Brazilian footballer

Adriano Ferreira Martins (born 21 January 1982), or simply Adriano, is a Brazilian former professional footballer who played as a striker.

==Career==
Born in São Paulo (SP), Adriano started his career at Itararé-SP in 2002, after having played for the youth team's of Santa Cruz and Osasco-SP. In the following year he was signed by ADAP, and was later loaned out to Treze (2003), Botafogo-PB (2004) and Arapongas (2005, where he began to gain prominence to be one of the top scorers of the Segunda Divisão Paranaense with 11 goals.

In June 2011, Adriano left Gamba Osaka and joined Qatari club El Jaish, signing a three-year contract with the club. In his first season with El Jaish, Adriano finished as the top scorer in the Qatar Stars League with 18 goals in 20 games.

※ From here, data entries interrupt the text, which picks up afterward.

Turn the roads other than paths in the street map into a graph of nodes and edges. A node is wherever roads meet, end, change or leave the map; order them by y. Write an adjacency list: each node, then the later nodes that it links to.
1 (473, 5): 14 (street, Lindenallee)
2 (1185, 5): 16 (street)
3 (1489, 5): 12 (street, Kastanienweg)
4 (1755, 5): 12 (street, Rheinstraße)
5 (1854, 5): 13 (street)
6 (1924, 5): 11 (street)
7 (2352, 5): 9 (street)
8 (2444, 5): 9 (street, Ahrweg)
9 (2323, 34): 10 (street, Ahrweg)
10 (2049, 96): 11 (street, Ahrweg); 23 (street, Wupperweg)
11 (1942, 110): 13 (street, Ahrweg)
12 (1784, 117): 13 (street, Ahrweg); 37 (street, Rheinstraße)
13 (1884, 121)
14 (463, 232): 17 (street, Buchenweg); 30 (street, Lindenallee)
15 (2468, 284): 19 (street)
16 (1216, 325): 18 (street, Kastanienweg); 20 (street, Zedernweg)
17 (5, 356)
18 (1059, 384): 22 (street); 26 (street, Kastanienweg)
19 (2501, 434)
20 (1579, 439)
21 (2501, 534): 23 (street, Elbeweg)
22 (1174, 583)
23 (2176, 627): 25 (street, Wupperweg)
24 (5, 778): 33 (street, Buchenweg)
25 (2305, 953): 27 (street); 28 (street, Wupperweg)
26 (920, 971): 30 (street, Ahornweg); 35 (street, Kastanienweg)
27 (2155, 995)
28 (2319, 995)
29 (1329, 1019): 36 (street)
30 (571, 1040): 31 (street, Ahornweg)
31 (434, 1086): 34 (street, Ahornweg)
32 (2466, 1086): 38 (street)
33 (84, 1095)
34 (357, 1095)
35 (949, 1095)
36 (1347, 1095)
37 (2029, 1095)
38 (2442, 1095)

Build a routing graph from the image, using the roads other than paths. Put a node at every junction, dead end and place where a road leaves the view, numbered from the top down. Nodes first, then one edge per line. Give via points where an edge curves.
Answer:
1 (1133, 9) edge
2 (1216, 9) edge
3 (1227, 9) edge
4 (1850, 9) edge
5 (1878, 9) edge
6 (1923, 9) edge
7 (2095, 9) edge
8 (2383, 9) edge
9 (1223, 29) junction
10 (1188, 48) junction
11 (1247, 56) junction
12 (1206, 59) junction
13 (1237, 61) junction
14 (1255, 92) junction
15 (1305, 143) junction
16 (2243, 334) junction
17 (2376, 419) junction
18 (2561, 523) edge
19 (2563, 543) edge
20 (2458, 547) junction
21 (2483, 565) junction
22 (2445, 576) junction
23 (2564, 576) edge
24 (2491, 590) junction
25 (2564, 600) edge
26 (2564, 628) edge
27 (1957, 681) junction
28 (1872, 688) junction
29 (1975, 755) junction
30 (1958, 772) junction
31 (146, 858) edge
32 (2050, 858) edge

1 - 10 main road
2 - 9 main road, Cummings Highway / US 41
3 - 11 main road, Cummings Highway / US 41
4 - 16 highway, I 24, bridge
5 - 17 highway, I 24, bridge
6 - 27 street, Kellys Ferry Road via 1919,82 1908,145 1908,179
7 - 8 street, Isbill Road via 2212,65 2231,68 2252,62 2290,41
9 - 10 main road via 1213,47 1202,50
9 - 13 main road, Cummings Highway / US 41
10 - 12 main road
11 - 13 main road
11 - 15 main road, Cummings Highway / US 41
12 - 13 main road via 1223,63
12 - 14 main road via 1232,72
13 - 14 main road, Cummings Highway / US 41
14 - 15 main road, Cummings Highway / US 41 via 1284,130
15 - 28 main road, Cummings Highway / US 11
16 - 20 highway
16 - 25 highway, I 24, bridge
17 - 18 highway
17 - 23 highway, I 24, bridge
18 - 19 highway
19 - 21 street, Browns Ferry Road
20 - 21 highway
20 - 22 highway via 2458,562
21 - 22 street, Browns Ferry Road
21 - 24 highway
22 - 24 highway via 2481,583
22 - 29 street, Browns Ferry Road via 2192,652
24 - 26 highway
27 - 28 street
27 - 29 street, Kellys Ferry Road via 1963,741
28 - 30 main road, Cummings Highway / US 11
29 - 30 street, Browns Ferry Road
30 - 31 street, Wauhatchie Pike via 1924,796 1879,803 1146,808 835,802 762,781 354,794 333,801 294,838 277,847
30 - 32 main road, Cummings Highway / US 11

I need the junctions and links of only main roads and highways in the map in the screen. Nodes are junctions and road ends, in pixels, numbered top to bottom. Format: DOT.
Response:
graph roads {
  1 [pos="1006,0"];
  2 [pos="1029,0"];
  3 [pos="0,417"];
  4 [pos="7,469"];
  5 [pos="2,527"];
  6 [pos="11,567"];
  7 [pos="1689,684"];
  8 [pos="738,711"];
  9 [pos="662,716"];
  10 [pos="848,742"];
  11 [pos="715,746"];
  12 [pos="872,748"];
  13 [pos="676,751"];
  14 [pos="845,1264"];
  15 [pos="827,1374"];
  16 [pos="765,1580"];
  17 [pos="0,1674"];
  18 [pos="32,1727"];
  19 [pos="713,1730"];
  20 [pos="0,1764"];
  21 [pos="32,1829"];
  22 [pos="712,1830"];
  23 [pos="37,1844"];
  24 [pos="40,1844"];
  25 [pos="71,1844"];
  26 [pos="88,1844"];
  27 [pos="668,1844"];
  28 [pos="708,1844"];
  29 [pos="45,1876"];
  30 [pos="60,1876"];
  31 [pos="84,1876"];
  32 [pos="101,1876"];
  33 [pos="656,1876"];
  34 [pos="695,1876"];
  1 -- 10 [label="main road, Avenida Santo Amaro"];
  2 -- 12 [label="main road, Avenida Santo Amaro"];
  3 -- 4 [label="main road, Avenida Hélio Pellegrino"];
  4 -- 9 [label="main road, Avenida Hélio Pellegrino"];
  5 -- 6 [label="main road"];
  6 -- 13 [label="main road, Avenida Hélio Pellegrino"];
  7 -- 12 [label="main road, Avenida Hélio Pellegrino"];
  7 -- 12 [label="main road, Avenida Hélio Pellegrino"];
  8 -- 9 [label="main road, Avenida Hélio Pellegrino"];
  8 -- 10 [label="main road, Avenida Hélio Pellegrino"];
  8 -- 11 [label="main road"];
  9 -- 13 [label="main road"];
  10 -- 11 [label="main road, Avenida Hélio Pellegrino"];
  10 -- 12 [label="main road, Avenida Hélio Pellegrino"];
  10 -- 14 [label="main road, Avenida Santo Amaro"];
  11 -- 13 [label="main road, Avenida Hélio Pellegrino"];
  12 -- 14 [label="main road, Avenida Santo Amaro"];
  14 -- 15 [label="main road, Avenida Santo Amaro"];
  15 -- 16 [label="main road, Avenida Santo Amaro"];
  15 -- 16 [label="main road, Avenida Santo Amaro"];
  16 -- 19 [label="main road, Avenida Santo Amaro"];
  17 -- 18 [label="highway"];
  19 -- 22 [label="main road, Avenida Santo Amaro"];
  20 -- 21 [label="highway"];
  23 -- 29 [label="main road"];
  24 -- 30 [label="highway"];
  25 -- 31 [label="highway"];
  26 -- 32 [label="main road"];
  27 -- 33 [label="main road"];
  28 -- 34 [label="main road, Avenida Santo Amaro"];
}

Adriano expressed interest in playing for the Qatar national team, however he would have to wait until 2014 to be naturalized.

In June 2018, Adriano joined Barra da Tijuca. However, a serious injury prevented him from playing any games for the club. He was then without club until December 2019, where he joined Portuguesa da Ilha.